The meeting, led by Lance from Langchain, provided an overview of "context engineering" in the design of AI agents, outlining its importance and the main strategies involved.
Four primary strategies were discussed: writing, selecting, compressing, and isolating context, with examples from current agent applications.
The session also detailed how Langraph, a framework by Langchain, supports these context management approaches.
Best practices, practical techniques, and references to additional resources were shared.
Action Items
None noted in the transcript.
Introduction to Context Engineering
"Context engineering" is defined as the art and science of filling an agent's context window with the right information for each step of its operation.
The need for effective context engineering arises from the limited capacity of LLMs' context windows and the complexity added by long-running, tool-using agents.
Types of Context in Agent Design
Context sources include instructions (prompt engineering), memories (short-term and long-term), few-shot examples, tool descriptions, and external knowledge.
Agents particularly challenge context management due to task length and cumulative tool feedback.
Challenges and Failures in Context Management
As context grows, risks include confusion, hallucination, distraction, and conflicting information, making curation critical.
Effective context engineering is considered essential for engineers building AI agents.
Key Context Engineering Strategies
1. Writing Context
Involves saving data outside the LLM's context window for future retrieval.
Scratch pads allow agents to take notes within a session, while memories persist relevant information across sessions.
Example: Anthropic’s multi-agent researcher saves plans to memory for recall beyond token limits.
2. Selecting Context
Entails pulling only relevant data into the context window as needed.
Different memory types (procedural/instructions, semantic/facts, episodic/examples) can be pulled depending on task.

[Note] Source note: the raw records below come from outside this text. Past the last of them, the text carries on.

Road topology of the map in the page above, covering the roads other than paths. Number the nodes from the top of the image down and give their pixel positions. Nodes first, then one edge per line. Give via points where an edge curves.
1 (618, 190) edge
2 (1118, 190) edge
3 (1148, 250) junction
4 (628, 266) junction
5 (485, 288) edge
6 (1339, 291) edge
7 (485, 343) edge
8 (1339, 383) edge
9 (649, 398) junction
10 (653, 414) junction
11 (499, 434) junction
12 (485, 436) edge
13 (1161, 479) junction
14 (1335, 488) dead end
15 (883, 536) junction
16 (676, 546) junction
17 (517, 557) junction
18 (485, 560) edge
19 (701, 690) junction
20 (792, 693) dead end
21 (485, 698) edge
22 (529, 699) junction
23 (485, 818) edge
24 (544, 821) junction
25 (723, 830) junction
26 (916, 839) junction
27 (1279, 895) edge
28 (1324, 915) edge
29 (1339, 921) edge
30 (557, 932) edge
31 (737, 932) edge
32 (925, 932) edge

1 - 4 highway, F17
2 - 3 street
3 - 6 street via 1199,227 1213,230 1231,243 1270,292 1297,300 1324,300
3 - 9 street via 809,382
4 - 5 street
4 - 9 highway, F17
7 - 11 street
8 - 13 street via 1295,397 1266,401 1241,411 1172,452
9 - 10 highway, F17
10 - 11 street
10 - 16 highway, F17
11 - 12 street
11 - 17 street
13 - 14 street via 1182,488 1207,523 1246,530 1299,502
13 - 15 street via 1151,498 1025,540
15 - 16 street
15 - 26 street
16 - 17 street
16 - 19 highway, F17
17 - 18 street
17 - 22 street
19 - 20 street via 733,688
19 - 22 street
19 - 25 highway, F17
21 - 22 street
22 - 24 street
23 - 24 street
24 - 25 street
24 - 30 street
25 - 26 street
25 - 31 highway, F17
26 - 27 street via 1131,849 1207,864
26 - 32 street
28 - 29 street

Techniques include using files for procedural instructions, embedding-based retrieval for facts, and semantic search for relevant tool descriptions or large toolsets.
3. Compressing Context
Focused on summarizing or trimming tokens to stay within context window limits.
Approaches include overall session summarization, targeted summarization (only for completed work or between sub-agents), and token pruning using heuristics or LLMs.
4. Isolating Context
Involves partitioning or sandboxing context to avoid overload and maintain focus.
Multi-agent systems assign separate context windows to sub-agents, enabling parallel task processing.
Sandboxes or state objects can persist information across turns or house token-heavy data outside the LLM context window.
How Langraph Supports Context Engineering
Langraph provides a low-level orchestration framework where agents are organized as nodes and edges, optimized for context management.
State objects act as scratch pads, accessible and modifiable in every node.
Long-term memory is built in, allowing both per-session persistence and cross-session recall.
Tool and knowledge selection is facilitated through embedding-based search and flexible data store models.
Utilities for summarizing, trimming, and post-processing are available or can be custom-implemented within nodes.
Langraph supports multi-agent patterns and sandboxed execution for advanced context isolation.
Users are encouraged to use tracing/evaluation (e.g., Langmith) to monitor token usage and measure effects of context management strategies.